Try it: Where "main" occurs in a line of the entries below, copy that line.

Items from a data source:
----------

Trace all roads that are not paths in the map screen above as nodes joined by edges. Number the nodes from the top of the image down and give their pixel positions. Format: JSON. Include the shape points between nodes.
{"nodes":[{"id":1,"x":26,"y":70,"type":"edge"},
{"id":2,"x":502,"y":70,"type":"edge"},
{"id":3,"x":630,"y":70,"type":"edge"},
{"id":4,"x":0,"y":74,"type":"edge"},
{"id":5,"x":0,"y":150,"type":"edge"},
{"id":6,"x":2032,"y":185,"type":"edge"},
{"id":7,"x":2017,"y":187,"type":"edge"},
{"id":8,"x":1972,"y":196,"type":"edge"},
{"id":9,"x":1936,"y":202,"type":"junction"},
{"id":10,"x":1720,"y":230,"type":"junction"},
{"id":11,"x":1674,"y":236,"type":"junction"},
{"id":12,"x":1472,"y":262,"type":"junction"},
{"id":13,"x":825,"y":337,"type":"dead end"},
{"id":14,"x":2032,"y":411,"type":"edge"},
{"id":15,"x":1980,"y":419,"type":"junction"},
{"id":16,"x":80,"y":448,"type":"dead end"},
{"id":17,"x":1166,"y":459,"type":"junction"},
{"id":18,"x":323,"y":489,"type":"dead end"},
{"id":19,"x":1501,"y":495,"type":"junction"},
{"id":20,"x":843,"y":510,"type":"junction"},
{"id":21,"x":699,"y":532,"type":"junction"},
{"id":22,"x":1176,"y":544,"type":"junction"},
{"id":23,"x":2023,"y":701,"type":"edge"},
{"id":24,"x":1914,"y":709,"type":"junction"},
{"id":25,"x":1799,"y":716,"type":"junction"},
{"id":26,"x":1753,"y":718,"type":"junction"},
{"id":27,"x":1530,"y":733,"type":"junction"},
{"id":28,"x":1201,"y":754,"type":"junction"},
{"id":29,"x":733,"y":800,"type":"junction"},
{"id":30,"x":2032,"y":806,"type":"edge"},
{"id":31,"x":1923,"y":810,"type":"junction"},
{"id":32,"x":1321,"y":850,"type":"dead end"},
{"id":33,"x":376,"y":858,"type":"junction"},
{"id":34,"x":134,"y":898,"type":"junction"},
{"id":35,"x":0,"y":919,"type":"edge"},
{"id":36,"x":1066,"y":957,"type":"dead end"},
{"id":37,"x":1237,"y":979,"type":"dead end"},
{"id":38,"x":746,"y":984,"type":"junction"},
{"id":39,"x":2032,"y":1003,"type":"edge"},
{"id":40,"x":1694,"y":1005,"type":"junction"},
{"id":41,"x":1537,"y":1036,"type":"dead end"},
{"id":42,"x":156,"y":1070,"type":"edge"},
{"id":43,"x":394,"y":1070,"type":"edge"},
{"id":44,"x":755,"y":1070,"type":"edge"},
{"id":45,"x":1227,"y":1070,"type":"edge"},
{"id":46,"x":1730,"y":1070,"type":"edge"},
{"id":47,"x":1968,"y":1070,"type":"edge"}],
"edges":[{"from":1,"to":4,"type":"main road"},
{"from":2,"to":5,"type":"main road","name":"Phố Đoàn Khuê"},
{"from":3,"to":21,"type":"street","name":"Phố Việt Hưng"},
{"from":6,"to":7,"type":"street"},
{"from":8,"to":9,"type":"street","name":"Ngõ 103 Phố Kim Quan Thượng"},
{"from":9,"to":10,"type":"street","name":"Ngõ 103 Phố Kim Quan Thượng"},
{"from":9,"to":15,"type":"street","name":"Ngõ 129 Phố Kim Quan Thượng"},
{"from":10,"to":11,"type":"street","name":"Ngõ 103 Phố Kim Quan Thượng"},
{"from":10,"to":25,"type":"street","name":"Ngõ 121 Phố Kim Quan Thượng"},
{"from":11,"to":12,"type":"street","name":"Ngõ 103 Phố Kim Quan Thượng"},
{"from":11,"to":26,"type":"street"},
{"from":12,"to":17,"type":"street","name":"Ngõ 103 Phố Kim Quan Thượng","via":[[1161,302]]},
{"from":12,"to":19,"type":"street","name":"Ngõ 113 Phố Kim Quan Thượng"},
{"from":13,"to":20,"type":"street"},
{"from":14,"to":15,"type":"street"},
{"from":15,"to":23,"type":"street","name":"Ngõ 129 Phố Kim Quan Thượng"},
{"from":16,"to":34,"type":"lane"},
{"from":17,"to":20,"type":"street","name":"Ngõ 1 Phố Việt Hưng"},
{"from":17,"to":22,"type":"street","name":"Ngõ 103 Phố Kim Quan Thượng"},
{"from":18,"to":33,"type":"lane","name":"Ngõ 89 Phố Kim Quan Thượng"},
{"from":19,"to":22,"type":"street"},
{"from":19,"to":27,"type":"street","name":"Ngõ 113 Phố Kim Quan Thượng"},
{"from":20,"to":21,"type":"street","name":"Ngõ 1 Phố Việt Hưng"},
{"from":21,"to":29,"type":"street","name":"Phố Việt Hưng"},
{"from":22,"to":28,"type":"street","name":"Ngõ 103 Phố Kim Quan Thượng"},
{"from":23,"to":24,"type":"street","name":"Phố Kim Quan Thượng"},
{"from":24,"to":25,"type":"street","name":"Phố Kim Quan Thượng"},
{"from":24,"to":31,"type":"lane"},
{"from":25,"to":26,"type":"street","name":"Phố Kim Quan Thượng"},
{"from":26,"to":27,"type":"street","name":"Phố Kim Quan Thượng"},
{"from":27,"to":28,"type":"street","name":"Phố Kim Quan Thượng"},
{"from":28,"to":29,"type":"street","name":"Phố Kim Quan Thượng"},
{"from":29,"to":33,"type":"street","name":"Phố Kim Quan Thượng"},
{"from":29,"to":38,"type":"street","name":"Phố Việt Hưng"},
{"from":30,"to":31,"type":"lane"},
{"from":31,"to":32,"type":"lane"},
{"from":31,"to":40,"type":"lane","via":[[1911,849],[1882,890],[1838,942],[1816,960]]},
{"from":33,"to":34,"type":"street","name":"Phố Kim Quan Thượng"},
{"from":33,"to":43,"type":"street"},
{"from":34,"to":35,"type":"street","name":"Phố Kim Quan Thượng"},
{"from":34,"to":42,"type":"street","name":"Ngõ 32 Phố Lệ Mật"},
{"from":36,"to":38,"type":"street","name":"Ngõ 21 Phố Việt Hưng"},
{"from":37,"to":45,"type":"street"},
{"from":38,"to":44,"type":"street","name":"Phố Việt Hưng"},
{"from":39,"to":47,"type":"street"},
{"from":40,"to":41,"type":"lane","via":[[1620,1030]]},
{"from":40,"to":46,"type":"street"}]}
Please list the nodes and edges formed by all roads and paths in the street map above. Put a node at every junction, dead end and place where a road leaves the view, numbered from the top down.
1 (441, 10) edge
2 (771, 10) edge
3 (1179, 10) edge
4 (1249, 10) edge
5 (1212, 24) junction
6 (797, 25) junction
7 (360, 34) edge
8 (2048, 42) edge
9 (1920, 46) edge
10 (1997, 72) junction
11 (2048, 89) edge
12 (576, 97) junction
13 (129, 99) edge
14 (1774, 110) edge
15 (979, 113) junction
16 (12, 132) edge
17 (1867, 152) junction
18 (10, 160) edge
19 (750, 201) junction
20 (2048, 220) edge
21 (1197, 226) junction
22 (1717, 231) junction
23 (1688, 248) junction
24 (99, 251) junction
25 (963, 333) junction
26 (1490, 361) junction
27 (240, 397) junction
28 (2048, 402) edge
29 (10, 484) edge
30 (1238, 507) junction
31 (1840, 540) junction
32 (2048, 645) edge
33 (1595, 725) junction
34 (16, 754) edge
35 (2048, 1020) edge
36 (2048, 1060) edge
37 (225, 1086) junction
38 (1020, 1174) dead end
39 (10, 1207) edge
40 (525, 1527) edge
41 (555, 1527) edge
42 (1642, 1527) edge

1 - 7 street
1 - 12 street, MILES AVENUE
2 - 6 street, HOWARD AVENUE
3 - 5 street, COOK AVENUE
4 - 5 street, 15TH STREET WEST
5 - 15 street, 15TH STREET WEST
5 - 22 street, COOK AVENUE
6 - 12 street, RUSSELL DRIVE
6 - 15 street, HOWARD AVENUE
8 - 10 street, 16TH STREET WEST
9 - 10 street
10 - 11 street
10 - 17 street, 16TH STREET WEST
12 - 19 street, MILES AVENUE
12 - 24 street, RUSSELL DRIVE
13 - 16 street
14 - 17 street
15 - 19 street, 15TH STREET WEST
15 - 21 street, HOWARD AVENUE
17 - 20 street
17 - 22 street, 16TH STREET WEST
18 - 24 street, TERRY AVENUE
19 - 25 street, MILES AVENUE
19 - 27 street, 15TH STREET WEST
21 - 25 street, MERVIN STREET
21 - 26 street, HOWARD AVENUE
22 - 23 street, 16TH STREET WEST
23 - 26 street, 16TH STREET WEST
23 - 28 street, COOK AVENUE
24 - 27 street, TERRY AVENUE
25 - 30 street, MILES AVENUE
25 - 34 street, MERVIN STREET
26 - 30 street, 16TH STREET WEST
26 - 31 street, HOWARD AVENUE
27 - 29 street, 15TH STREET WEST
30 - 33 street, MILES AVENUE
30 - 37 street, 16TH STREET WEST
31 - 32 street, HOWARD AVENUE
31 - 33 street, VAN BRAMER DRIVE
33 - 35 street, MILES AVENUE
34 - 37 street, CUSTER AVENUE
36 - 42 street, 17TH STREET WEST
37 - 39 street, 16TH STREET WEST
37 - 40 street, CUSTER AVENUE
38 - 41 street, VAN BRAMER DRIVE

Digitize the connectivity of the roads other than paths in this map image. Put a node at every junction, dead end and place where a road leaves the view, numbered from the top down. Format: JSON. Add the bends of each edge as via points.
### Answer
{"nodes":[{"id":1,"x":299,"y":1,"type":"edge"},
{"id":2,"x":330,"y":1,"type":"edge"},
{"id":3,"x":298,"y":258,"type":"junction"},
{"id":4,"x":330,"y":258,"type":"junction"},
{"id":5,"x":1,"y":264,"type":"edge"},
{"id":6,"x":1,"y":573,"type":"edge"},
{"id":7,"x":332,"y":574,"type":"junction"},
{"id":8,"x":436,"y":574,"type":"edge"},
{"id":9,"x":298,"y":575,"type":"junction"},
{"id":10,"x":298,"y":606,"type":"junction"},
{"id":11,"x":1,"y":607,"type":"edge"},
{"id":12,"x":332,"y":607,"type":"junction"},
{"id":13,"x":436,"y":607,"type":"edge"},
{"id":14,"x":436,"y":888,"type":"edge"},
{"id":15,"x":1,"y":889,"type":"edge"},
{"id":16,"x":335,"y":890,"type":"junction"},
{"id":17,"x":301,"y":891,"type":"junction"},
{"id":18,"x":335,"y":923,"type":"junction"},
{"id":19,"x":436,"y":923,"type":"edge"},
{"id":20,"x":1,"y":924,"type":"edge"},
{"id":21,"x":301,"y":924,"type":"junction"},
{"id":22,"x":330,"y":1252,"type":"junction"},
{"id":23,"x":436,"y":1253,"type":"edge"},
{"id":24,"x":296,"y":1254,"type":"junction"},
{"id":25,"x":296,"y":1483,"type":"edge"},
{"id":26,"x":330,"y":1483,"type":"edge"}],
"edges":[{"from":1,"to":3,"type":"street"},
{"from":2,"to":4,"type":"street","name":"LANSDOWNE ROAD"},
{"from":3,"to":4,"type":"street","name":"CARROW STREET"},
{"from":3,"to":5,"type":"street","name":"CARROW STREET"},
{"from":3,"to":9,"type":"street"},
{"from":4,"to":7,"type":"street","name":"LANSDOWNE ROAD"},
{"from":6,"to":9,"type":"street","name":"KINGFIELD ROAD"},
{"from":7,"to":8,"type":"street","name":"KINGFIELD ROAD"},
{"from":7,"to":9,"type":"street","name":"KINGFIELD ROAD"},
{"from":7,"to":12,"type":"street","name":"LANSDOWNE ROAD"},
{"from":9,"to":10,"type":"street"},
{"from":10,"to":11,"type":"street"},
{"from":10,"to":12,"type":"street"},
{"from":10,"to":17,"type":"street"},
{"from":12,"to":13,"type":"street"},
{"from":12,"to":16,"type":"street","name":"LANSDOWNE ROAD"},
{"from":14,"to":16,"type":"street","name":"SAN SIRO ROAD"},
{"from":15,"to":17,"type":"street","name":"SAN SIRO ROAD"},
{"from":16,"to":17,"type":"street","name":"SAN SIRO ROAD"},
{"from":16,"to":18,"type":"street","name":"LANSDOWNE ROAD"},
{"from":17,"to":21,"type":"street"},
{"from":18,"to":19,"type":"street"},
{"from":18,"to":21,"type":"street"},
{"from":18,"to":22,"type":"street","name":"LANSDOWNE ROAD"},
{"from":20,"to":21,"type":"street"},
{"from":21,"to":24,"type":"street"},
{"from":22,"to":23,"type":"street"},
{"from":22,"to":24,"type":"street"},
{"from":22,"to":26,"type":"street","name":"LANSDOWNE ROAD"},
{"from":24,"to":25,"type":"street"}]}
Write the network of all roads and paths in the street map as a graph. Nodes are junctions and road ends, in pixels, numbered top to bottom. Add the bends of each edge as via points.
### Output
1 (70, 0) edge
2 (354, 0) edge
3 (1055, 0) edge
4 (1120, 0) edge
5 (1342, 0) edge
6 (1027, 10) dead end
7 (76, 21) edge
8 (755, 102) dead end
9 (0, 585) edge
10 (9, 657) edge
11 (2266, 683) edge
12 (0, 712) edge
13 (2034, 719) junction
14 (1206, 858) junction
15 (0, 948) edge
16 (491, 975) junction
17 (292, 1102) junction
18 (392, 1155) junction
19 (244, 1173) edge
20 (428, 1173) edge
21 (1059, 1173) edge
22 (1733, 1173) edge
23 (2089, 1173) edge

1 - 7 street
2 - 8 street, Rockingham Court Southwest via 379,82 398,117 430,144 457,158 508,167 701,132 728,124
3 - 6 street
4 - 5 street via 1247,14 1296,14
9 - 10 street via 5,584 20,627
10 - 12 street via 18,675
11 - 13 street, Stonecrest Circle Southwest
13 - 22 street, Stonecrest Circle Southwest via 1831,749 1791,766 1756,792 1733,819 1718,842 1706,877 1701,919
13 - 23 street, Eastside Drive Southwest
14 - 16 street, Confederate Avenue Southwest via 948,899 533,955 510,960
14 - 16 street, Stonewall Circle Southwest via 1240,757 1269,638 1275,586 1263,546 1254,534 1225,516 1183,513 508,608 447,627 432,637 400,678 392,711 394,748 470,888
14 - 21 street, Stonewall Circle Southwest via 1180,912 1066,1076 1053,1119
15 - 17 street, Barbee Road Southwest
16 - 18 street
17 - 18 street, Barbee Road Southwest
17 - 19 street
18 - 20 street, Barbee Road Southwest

----------

Response below:
"edges":[{"from":1,"to":4,"type":"main road"},
{"from":2,"to":5,"type":"main road","name":"Phố Đoàn Khuê"},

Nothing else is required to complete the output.